Report all lines from the entries below in which "柳井大畠地区広域農道" appears.

Saved data entries
# # #

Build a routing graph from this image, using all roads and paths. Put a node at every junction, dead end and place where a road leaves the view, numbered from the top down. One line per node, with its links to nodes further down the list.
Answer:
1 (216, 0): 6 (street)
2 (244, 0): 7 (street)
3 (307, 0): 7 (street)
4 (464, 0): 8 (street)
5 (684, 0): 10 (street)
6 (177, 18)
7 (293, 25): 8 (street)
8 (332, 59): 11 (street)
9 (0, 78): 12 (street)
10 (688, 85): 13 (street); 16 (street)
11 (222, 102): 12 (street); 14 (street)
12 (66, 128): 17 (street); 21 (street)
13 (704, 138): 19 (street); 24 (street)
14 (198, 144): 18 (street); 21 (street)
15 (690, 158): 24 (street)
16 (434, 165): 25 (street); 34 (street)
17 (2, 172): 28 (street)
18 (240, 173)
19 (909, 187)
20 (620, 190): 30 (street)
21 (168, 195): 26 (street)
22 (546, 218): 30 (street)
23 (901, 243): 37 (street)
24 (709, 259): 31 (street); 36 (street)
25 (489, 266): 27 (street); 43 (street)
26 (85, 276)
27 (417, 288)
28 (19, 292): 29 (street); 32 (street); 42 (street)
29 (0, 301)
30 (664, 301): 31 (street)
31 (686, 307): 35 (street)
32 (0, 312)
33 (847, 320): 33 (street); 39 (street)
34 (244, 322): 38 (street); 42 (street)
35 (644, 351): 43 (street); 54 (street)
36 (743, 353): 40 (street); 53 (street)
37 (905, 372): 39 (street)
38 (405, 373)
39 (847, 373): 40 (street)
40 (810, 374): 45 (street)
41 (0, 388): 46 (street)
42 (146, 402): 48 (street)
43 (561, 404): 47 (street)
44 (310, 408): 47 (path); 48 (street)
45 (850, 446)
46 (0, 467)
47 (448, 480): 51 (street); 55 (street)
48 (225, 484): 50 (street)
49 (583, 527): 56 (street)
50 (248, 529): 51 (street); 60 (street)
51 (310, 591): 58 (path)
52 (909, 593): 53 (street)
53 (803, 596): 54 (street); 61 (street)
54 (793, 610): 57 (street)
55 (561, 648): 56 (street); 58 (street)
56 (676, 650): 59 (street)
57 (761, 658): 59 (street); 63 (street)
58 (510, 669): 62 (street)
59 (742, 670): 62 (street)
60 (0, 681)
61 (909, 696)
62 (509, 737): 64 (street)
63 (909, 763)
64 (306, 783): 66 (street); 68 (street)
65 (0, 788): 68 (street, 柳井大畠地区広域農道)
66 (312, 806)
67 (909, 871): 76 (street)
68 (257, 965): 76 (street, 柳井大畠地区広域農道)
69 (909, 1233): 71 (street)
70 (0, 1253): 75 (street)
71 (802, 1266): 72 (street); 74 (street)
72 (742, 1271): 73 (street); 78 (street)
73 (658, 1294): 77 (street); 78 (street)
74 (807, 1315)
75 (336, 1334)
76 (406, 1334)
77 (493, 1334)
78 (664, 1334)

# # #

SOLUTION TO THIS TASK >>
65 (0, 788): 68 (street, 柳井大畠地区広域農道)
68 (257, 965): 76 (street, 柳井大畠地区広域農道)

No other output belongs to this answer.